Government’s Care Dependency & Disability Grant
There are numerous people diagnosed with serious diseases that are not registered to receive a grant.
The first thing the patient do is to deny that he/she is ill… They believe they will overcome the inevitable.
The caretaker often finds it difficult to explain to the patient that he/she struggles to support the patient financially. They know that to apply for the Disability Grant, they need to provide medical reports and they need the patient to help with the application process.
Often, the caretaker doesn’t want to hurt the brother/sister and they choose to go without financial support from Government.
Our task is to get professionals to visit the caretaker and patient and explain to the patient that we have to involve as many people as possible, even Government, to support the caretaker until the patient has healed and is able to go back to work (We will obviously try to keep the patient positive about his/her circumstances).
There are also parents who often do not know about the Government’s Care Dependency grant. We work through every application to establish if it is possible to register the caretakers for Government support.
We explain to the caretakers that the Homecare Foundation can only pay out funds from the private sector after we confirmed that Government (when possible) also helps the caretaker. We provide top-up support.
The first 2 focus points will in most cases already help the caretaker enormously.
Private sector contributions
The Homecare Foundation supports businesses in order to earn income for patients.
The private sector also includes the public that can donate to help caretakers. The public will be reached via media campaigns. We need to emphasise the fact that a small contribution, from many people will make a huge difference to the caretakers.

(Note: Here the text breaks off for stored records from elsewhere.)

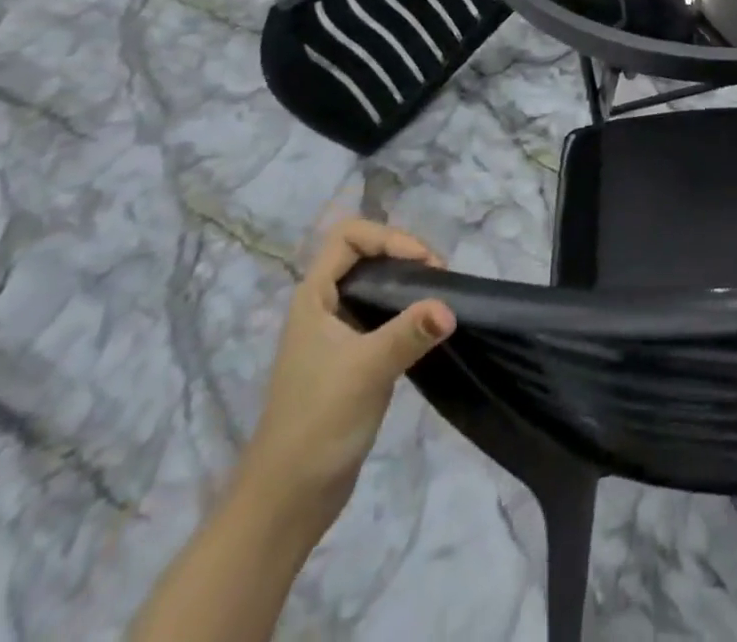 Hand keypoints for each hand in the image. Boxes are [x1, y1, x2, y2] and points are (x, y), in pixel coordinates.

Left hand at [235, 219, 454, 538]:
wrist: (286, 501)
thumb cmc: (316, 424)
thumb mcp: (365, 372)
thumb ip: (408, 334)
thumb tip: (450, 308)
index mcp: (313, 297)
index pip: (349, 236)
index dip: (388, 238)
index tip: (423, 263)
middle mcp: (323, 307)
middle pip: (367, 255)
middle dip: (406, 256)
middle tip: (439, 279)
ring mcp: (337, 334)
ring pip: (377, 286)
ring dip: (410, 284)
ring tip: (440, 300)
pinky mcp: (352, 359)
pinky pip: (384, 315)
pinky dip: (408, 311)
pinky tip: (429, 329) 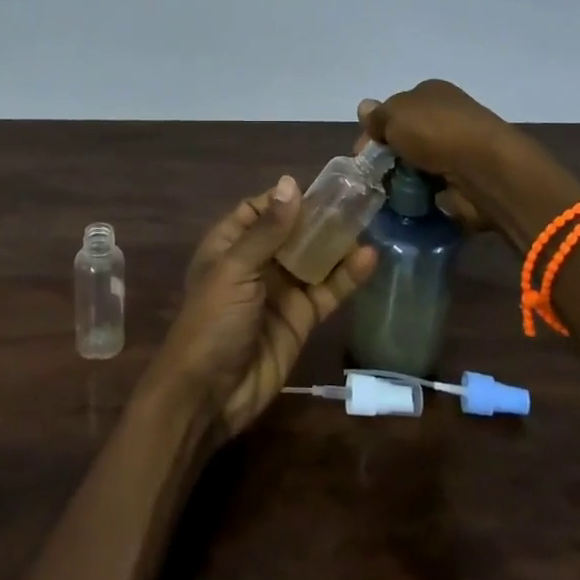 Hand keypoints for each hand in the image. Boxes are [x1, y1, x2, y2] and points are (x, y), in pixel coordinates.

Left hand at [150, 175, 376, 440]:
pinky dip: (347, 276)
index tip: (322, 185)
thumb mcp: (235, 270)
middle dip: (320, 217)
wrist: (209, 396)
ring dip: (337, 243)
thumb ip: (268, 230)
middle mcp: (256, 263)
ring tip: (370, 219)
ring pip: (314, 259)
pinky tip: (370, 258)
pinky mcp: (301, 319)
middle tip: (357, 198)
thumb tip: (291, 183)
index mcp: (229, 245)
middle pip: (292, 232)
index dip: (287, 198)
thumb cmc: (213, 322)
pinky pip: (327, 291)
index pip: (260, 209)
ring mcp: (281, 291)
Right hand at [357, 79, 520, 233]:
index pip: (394, 110)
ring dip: (402, 179)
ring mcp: (456, 149)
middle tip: (372, 177)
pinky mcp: (464, 180)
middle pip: (404, 138)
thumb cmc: (437, 132)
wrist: (485, 170)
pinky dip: (420, 196)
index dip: (374, 130)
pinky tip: (408, 203)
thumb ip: (377, 116)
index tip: (361, 154)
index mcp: (431, 93)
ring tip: (387, 195)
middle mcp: (445, 117)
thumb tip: (364, 108)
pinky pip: (431, 188)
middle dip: (387, 157)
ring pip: (416, 164)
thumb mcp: (396, 114) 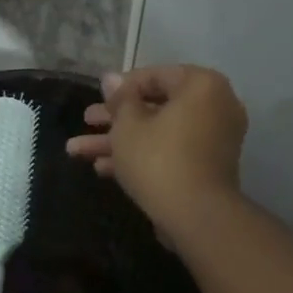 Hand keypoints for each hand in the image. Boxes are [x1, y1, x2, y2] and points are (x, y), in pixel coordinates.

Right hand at [65, 65, 247, 230]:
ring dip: (119, 142)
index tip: (97, 99)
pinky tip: (103, 169)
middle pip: (155, 108)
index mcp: (202, 86)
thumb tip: (111, 78)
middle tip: (86, 121)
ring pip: (158, 134)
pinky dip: (142, 158)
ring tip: (77, 151)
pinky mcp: (205, 169)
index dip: (121, 87)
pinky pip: (170, 153)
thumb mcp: (128, 126)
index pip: (156, 76)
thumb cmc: (159, 159)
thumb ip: (119, 99)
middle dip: (114, 119)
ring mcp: (213, 141)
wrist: (195, 216)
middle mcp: (215, 107)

The Homecare Foundation commits to distribute available funds to caretakers where the confirmations were received that the patients are still in need of support.

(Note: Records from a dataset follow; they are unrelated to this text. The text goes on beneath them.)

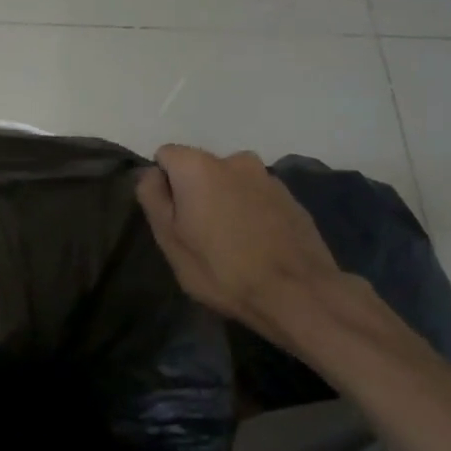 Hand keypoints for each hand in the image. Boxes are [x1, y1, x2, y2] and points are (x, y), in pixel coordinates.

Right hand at [136, 146, 342, 339]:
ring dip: (224, 202)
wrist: (298, 293)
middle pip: (199, 168)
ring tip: (231, 243)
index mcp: (198, 165)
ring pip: (230, 183)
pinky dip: (250, 213)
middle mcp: (234, 159)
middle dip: (194, 192)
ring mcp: (267, 177)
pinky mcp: (292, 198)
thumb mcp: (169, 238)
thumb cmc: (221, 267)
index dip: (162, 185)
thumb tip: (151, 174)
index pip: (165, 156)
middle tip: (198, 235)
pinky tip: (256, 245)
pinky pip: (256, 198)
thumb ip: (153, 197)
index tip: (171, 218) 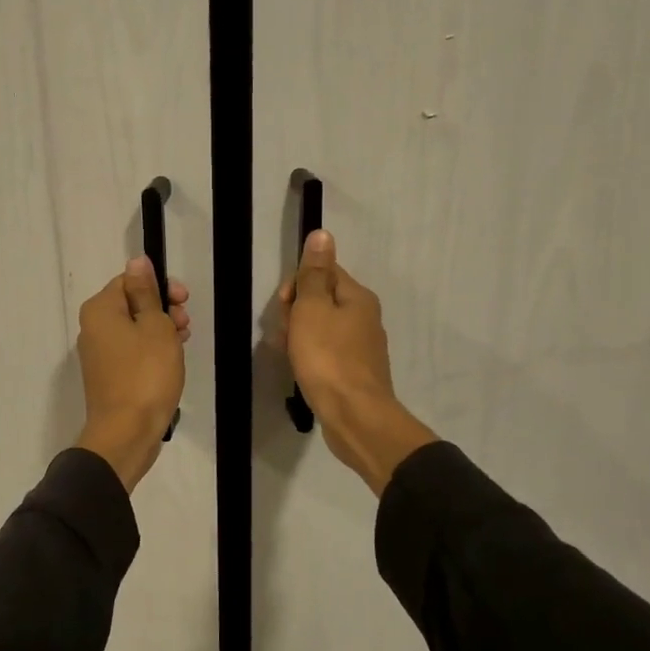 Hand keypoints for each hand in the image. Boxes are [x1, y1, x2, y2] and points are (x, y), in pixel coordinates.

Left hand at [75, 258, 189, 491]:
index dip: (159, 286)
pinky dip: (151, 351)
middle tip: (185, 324)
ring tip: (182, 343)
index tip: (184, 300)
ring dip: (160, 330)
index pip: (130, 280)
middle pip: (131, 304)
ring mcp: (99, 354)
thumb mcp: (154, 326)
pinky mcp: (108, 376)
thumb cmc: (145, 374)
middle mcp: (92, 328)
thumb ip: (146, 292)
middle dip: (162, 309)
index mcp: (99, 310)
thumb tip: (137, 261)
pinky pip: (132, 351)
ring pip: (133, 328)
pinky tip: (171, 360)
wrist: (126, 433)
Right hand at [279, 230, 436, 495]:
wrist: (354, 417)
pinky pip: (325, 352)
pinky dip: (309, 356)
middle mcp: (364, 318)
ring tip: (288, 354)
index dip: (298, 284)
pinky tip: (298, 369)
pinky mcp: (353, 372)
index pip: (323, 272)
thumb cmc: (328, 358)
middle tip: (286, 333)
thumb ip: (314, 273)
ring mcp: (360, 347)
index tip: (285, 305)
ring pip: (320, 328)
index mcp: (357, 297)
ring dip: (298, 336)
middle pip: (321, 300)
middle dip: (296, 312)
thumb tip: (322, 234)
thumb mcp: (313, 309) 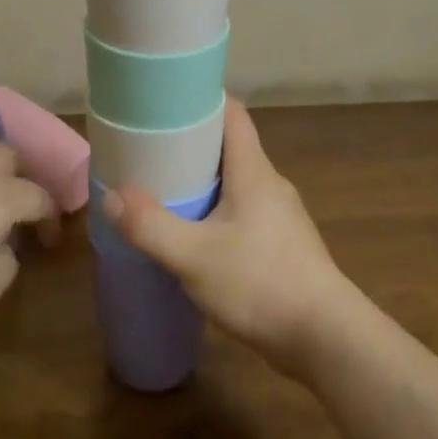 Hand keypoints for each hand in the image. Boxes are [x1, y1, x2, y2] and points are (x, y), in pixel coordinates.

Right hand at [102, 98, 356, 376]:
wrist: (325, 338)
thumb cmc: (260, 283)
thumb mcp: (193, 256)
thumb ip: (150, 226)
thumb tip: (112, 196)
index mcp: (253, 170)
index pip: (232, 114)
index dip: (201, 100)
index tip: (167, 103)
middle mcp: (270, 183)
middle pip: (230, 147)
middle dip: (192, 145)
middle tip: (152, 152)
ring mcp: (281, 215)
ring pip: (237, 183)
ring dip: (205, 183)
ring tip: (167, 193)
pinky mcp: (284, 244)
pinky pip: (245, 212)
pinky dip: (219, 212)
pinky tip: (198, 237) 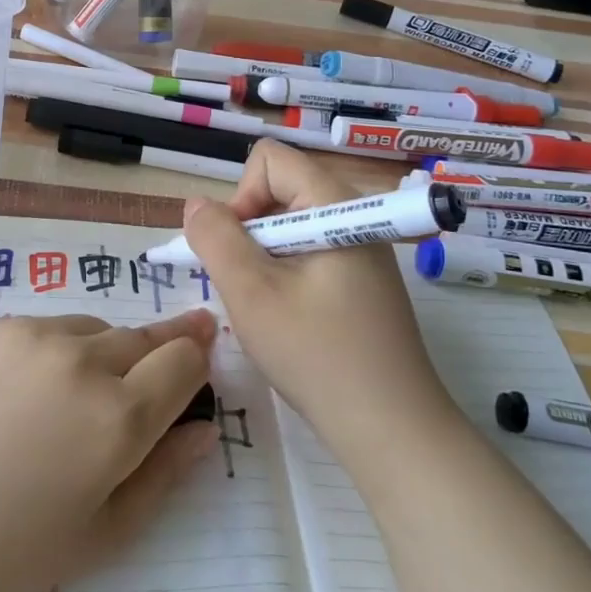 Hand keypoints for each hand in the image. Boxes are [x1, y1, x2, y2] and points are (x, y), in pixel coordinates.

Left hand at [0, 311, 217, 591]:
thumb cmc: (5, 549)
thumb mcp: (100, 536)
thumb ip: (162, 477)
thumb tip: (203, 431)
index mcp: (118, 418)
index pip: (184, 361)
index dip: (198, 360)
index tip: (202, 360)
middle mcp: (85, 360)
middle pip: (146, 337)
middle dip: (163, 349)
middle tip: (168, 358)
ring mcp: (37, 335)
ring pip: (98, 329)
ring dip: (107, 352)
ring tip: (81, 393)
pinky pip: (51, 327)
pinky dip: (60, 349)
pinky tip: (31, 389)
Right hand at [184, 141, 459, 456]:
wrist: (394, 432)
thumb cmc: (318, 356)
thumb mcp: (252, 293)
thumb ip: (216, 239)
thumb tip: (196, 205)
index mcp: (334, 205)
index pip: (270, 160)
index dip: (241, 196)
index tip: (239, 251)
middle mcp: (352, 215)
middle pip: (279, 190)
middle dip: (248, 231)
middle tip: (248, 286)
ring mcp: (361, 249)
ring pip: (289, 226)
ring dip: (263, 258)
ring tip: (267, 308)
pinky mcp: (362, 280)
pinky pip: (308, 253)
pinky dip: (285, 275)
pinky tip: (289, 320) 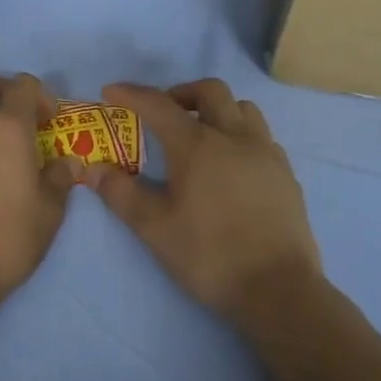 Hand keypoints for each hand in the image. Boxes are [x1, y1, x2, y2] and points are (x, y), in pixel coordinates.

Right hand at [90, 80, 319, 322]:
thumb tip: (94, 169)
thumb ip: (121, 194)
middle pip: (209, 91)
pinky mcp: (285, 174)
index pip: (158, 105)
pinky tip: (230, 164)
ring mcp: (266, 153)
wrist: (277, 288)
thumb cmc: (208, 255)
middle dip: (180, 93)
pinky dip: (239, 134)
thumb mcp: (153, 228)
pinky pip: (261, 136)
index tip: (111, 92)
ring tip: (200, 134)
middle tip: (162, 113)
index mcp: (197, 146)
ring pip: (242, 109)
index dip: (131, 94)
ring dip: (216, 110)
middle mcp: (234, 138)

We will publish the fund distributions nationally and per area on the website. We will also publish the number of people that didn’t received donations when we couldn’t confirm their status
We hope to distribute on average R4,200 per month towards caretakers. It will only be people that are in desperate need (full frail care) that will receive funding.This will be the amount if we do not receive funds from abroad. We however believe that funding from abroad will be provided.
There are caretakers that will, after their patients has passed on, return to work. A percentage of these people will after a few months donate funds back to the Foundation for the Foundation to provide support to other caretakers caught in the same predicament.